▶ _TASK BRIEF_
Repeat the data below exactly, with every entry included.

▶ _Items from a data source_
----------------
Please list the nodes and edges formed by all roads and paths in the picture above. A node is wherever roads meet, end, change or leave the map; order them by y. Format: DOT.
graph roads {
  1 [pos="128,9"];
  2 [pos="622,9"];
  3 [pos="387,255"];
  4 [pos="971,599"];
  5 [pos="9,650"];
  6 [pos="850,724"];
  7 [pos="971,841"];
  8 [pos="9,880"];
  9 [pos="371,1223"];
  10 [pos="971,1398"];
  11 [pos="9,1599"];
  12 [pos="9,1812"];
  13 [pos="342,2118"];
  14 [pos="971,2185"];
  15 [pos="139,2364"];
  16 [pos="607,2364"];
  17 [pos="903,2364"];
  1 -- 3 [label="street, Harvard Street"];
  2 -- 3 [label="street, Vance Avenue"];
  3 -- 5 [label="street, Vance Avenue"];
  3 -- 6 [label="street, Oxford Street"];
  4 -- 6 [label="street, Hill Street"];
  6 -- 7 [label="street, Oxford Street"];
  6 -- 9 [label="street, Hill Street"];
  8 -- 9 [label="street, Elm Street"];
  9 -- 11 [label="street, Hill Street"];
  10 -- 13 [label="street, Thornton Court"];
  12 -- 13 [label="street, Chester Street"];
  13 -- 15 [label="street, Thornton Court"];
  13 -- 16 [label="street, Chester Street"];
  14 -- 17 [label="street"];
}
----------------
▶ _ANSWER TO THE PROBLEM_
Please list the nodes and edges formed by all roads and paths in the picture above. A node is wherever roads meet, end, change or leave the map; order them by y. Format: DOT.
graph roads {
  1 [pos="128,9"];
  2 [pos="622,9"];
  3 [pos="387,255"];
  4 [pos="971,599"];
  5 [pos="9,650"];
  6 [pos="850,724"];
  7 [pos="971,841"];
  8 [pos="9,880"];
  9 [pos="371,1223"];
  10 [pos="971,1398"];
  11 [pos="9,1599"];
  12 [pos="9,1812"];
  13 [pos="342,2118"];
  14 [pos="971,2185"];
  15 [pos="139,2364"];
  16 [pos="607,2364"];
  17 [pos="903,2364"];
  1 -- 3 [label="street, Harvard Street"];
  2 -- 3 [label="street, Vance Avenue"];
  3 -- 5 [label="street, Vance Avenue"];
  3 -- 6 [label="street, Oxford Street"];
  4 -- 6 [label="street, Hill Street"];
  6 -- 7 [label="street, Oxford Street"];
  6 -- 9 [label="street, Hill Street"];
  8 -- 9 [label="street, Elm Street"];
  9 -- 11 [label="street, Hill Street"];
  10 -- 13 [label="street, Thornton Court"];
  12 -- 13 [label="street, Chester Street"];
  13 -- 15 [label="street, Thornton Court"];
  13 -- 16 [label="street, Chester Street"];
  14 -- 17 [label="street"];
}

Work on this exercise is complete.